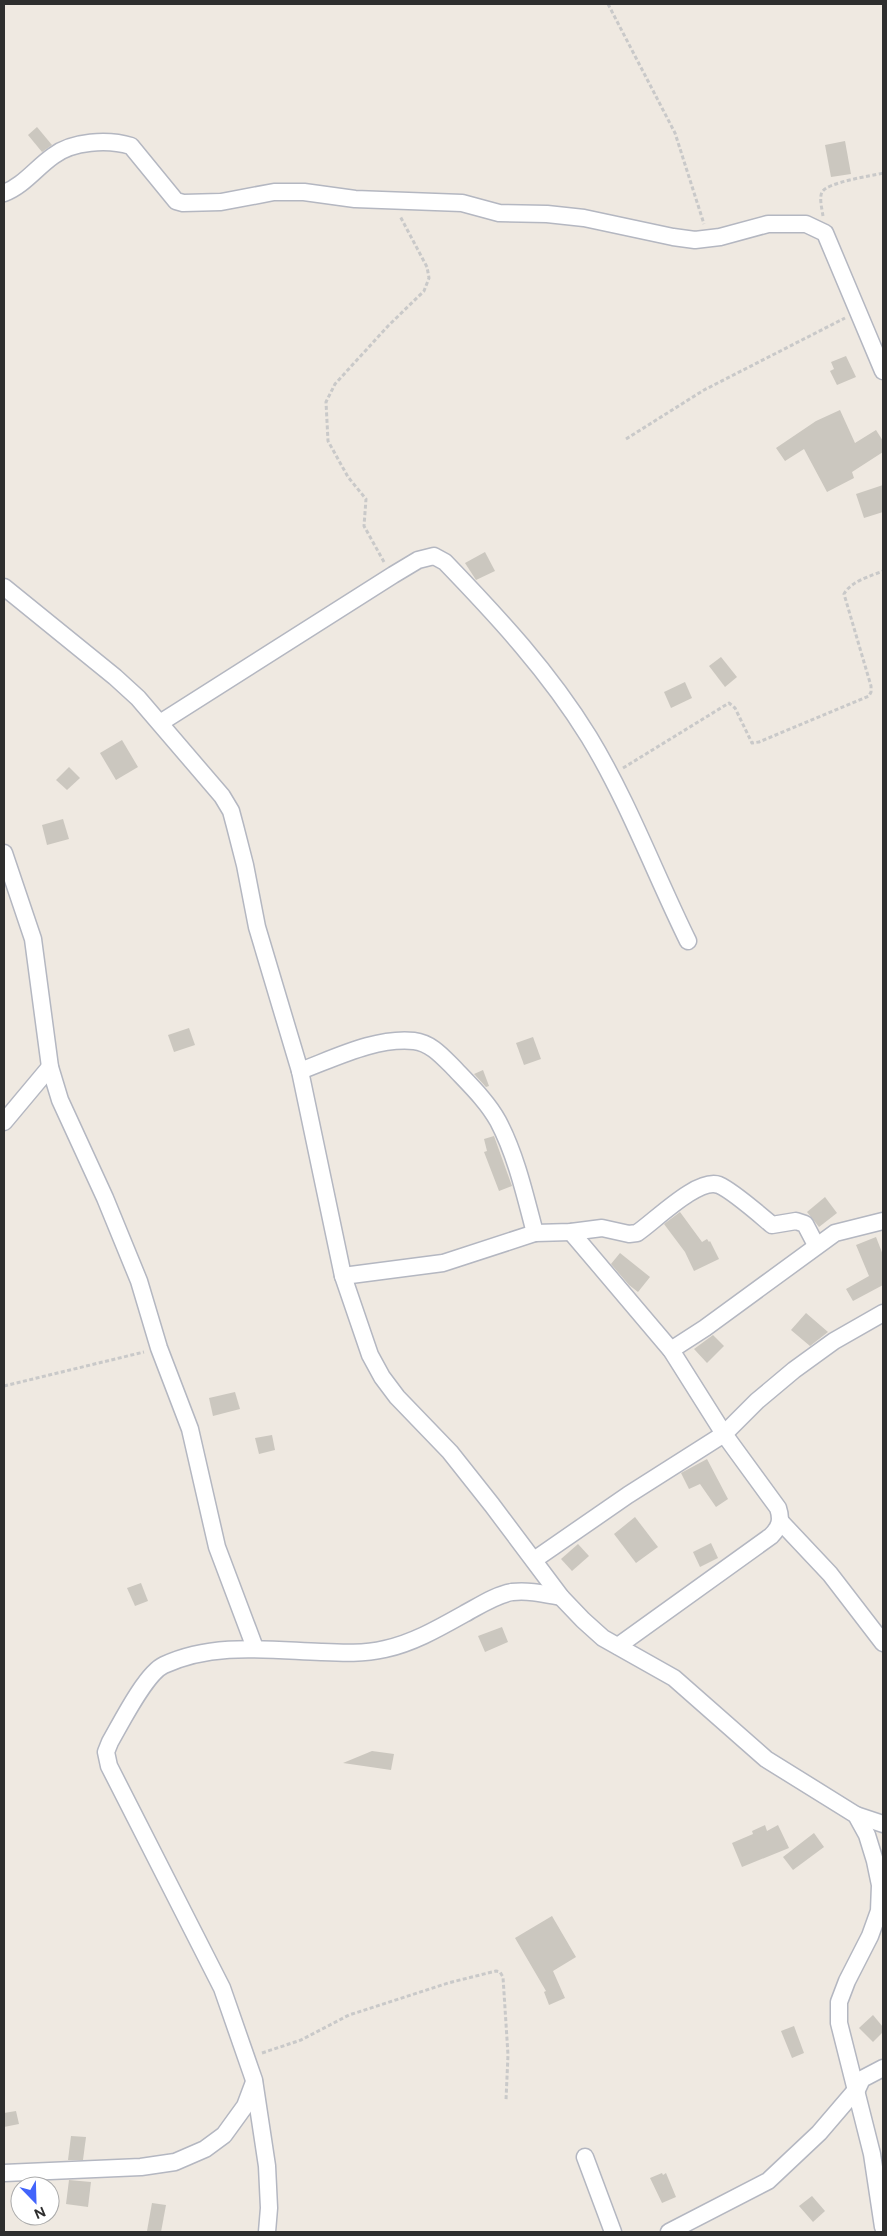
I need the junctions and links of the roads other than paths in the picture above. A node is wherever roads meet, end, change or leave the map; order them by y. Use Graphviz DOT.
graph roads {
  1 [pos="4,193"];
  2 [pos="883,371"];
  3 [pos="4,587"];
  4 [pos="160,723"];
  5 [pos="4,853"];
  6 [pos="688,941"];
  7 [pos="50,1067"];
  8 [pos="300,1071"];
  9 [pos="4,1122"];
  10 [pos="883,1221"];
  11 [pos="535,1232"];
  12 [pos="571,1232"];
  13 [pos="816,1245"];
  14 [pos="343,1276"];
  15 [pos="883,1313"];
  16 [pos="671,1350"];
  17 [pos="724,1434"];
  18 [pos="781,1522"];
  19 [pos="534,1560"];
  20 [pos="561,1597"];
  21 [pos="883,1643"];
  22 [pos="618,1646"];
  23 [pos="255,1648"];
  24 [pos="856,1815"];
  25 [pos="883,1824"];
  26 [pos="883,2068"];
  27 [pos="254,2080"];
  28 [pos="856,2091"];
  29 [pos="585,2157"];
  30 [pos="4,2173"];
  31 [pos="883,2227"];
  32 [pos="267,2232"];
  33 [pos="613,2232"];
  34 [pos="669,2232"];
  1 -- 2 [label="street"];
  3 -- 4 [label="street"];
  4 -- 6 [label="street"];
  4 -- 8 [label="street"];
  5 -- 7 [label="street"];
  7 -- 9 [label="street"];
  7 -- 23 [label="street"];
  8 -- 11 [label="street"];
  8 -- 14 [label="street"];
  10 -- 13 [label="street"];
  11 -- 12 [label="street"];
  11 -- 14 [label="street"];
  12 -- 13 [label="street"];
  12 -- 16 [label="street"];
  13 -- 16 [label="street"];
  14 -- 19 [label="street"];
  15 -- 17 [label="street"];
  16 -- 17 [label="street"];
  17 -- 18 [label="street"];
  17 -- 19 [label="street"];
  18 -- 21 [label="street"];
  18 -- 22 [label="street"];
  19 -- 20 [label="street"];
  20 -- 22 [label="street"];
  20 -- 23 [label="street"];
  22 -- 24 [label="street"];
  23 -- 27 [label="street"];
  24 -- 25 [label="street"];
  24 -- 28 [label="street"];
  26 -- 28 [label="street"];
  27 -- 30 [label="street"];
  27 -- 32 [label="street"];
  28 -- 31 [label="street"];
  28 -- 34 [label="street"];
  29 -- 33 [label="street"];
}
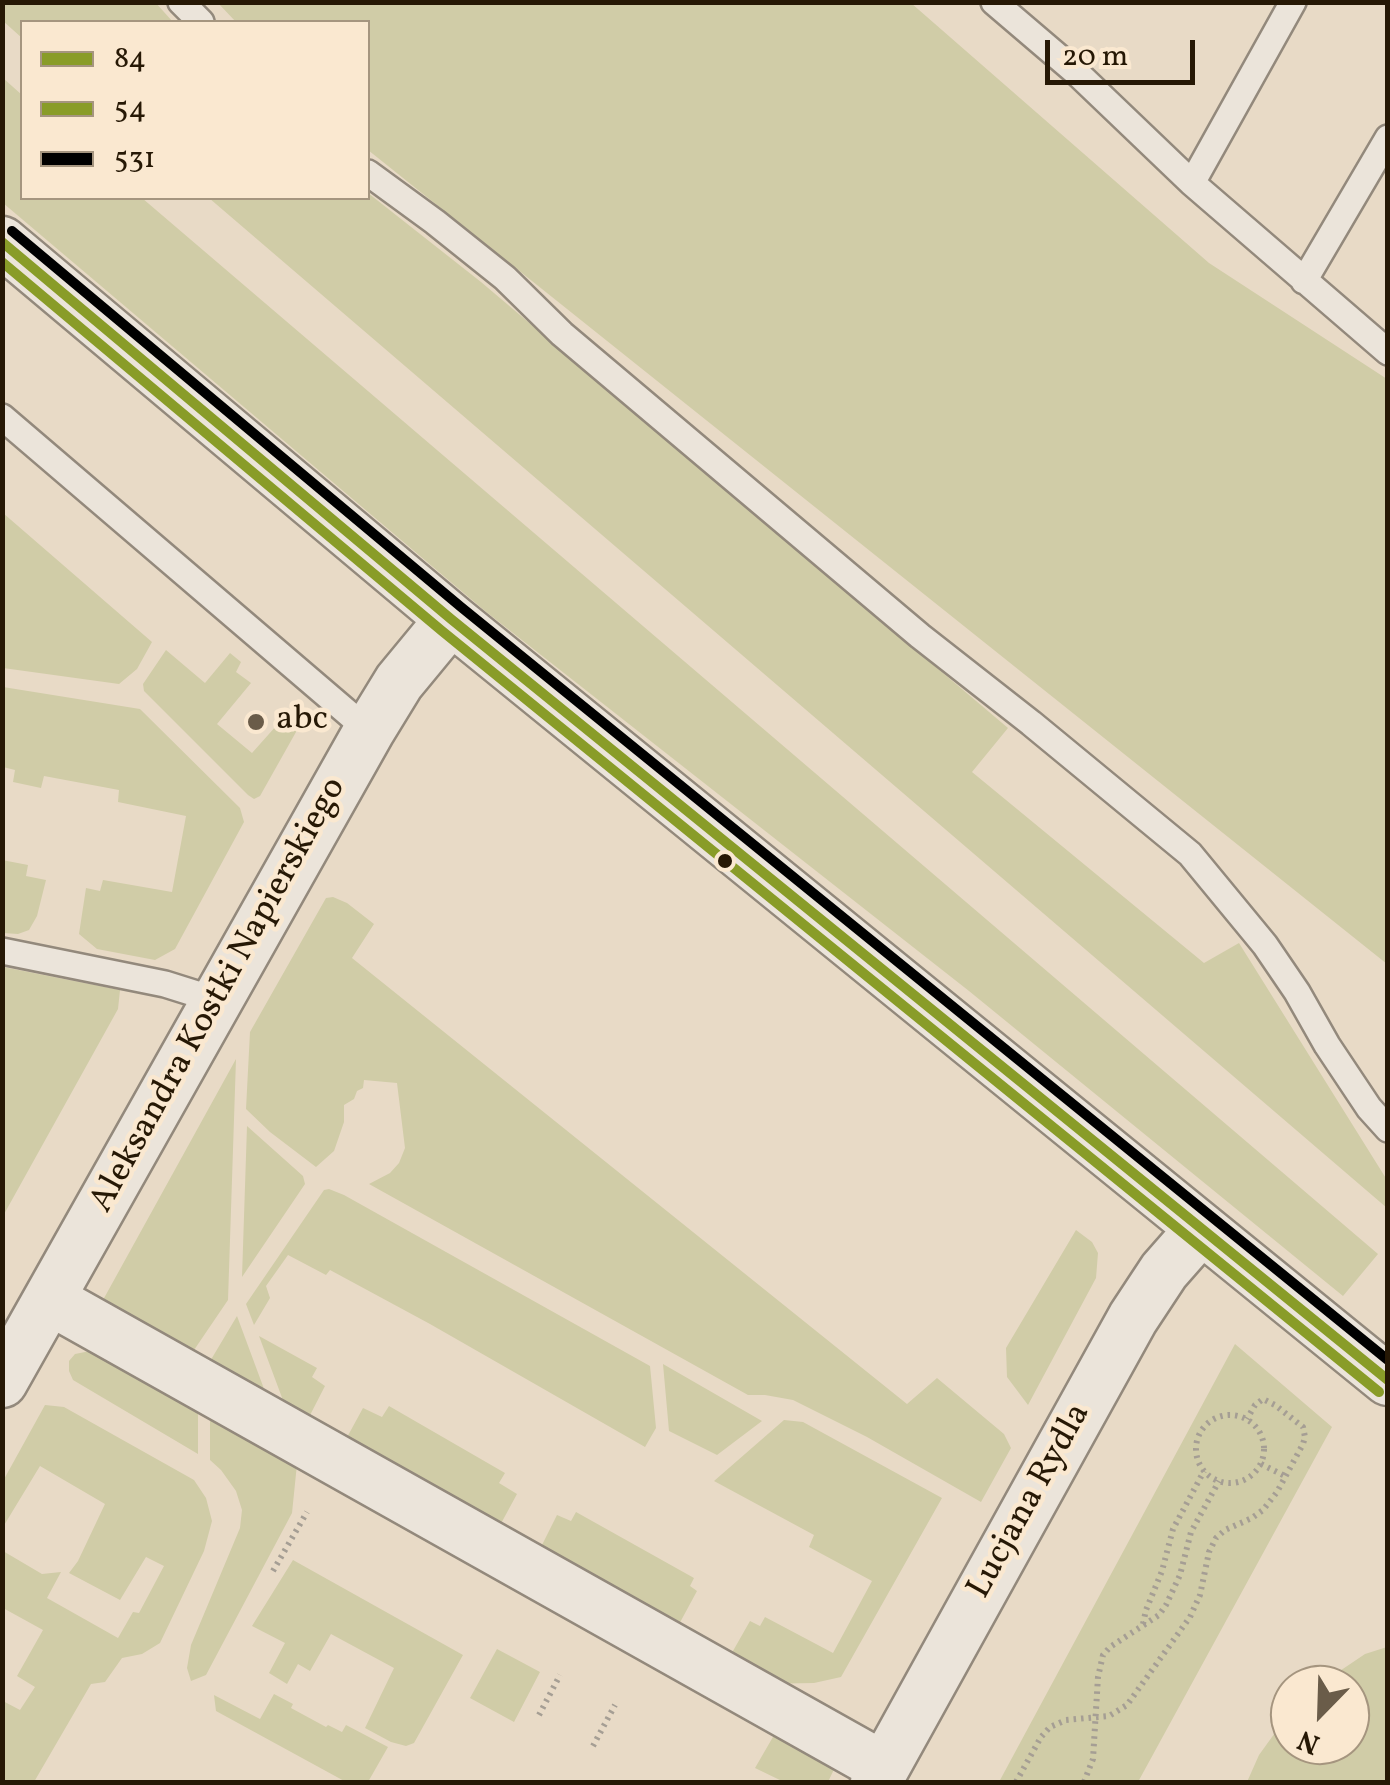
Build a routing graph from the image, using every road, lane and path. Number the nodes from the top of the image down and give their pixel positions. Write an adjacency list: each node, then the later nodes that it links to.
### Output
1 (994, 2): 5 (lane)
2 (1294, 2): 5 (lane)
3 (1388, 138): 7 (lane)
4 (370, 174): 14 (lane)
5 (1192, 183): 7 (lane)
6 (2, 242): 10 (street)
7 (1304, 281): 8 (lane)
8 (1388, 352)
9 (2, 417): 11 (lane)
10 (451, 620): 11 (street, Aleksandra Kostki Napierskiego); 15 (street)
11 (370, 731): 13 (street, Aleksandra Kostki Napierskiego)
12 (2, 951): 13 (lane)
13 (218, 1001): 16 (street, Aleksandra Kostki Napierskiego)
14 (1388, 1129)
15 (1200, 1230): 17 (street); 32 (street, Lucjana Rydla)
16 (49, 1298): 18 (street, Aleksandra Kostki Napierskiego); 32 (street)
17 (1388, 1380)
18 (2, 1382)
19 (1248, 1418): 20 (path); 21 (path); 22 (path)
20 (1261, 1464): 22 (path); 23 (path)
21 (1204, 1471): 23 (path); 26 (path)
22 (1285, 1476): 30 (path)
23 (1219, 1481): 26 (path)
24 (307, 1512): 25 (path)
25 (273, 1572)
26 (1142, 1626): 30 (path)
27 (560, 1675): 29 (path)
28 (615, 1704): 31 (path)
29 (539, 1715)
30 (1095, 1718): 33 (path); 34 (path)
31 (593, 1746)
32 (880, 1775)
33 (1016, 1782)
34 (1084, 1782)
----------------
### EXERCISE REQUIREMENTS
Write out the records shown above exactly, but do not include any images.

### ANSWER AREA
I need the junctions and links of the roads other than paths in the picture above. A node is wherever roads meet, end, change or leave the map; order them by y. Use Graphviz DOT.
graph roads {
  1 [pos="4,193"];
  2 [pos="883,371"];
  3 [pos="4,587"];
  4 [pos="160,723"];
  5 [pos="4,853"];
  6 [pos="688,941"];
  7 [pos="50,1067"];
  8 [pos="300,1071"];
  9 [pos="4,1122"];
  10 [pos="883,1221"];
  11 [pos="535,1232"];
  12 [pos="571,1232"];
  13 [pos="816,1245"];
  14 [pos="343,1276"];
  15 [pos="883,1313"];
  16 [pos="671,1350"];
  17 [pos="724,1434"];
  18 [pos="781,1522"];
  19 [pos="534,1560"];
  20 [pos="561,1597"];
  21 [pos="883,1643"];
  22 [pos="618,1646"];
  23 [pos="255,1648"];
  24 [pos="856,1815"];
  25 [pos="883,1824"];
  26 [pos="883,2068"];
  27 [pos="254,2080"];
  28 [pos="856,2091"];
  29 [pos="585,2157"];
  30 [pos="4,2173"];
  31 [pos="883,2227"];
  32 [pos="267,2232"];
  33 [pos="613,2232"];
  34 [pos="669,2232"];
  1 -- 2 [label="street"];
  3 -- 4 [label="street"];
  4 -- 6 [label="street"];
  4 -- 8 [label="street"];
  5 -- 7 [label="street"];
  7 -- 9 [label="street"];
  7 -- 23 [label="street"];
  8 -- 11 [label="street"];
  8 -- 14 [label="street"];
  10 -- 13 [label="street"];
  11 -- 12 [label="street"];
  11 -- 14 [label="street"];
  12 -- 13 [label="street"];
  12 -- 16 [label="street"];
  13 -- 16 [label="street"];
  14 -- 19 [label="street"];
  15 -- 17 [label="street"];
  16 -- 17 [label="street"];
  17 -- 18 [label="street"];
  17 -- 19 [label="street"];
  18 -- 21 [label="street"];
  18 -- 22 [label="street"];
  19 -- 20 [label="street"];
  20 -- 22 [label="street"];
  20 -- 23 [label="street"];
  22 -- 24 [label="street"];
  23 -- 27 [label="street"];
  24 -- 25 [label="street"];
  24 -- 28 [label="street"];
  26 -- 28 [label="street"];
  27 -- 30 [label="street"];
  27 -- 32 [label="street"];
  28 -- 31 [label="street"];
  28 -- 34 [label="street"];
  29 -- 33 [label="street"];
}
Build a routing graph from the image, using every road, lane and path. Number the nodes from the top of the image down and give their pixel positions. Write an adjacency list: each node, then the later nodes that it links to.
### Output
1 (994, 2): 5 (lane)
2 (1294, 2): 5 (lane)
3 (1388, 138): 7 (lane)
4 (370, 174): 14 (lane)
5 (1192, 183): 7 (lane)
6 (2, 242): 10 (street)
7 (1304, 281): 8 (lane)
8 (1388, 352)
9 (2, 417): 11 (lane)
10 (451, 620): 11 (street, Aleksandra Kostki Napierskiego); 15 (street)
11 (370, 731): 13 (street, Aleksandra Kostki Napierskiego)
12 (2, 951): 13 (lane)
13 (218, 1001): 16 (street, Aleksandra Kostki Napierskiego)
14 (1388, 1129)
15 (1200, 1230): 17 (street); 32 (street, Lucjana Rydla)
16 (49, 1298): 18 (street, Aleksandra Kostki Napierskiego); 32 (street)
17 (1388, 1380)
18 (2, 1382)
19 (1248, 1418): 20 (path); 21 (path); 22 (path)
20 (1261, 1464): 22 (path); 23 (path)
21 (1204, 1471): 23 (path); 26 (path)
22 (1285, 1476): 30 (path)
23 (1219, 1481): 26 (path)
24 (307, 1512): 25 (path)
25 (273, 1572)
26 (1142, 1626): 30 (path)
27 (560, 1675): 29 (path)
28 (615, 1704): 31 (path)
29 (539, 1715)
30 (1095, 1718): 33 (path); 34 (path)
31 (593, 1746)
32 (880, 1775)
33 (1016, 1782)
34 (1084, 1782)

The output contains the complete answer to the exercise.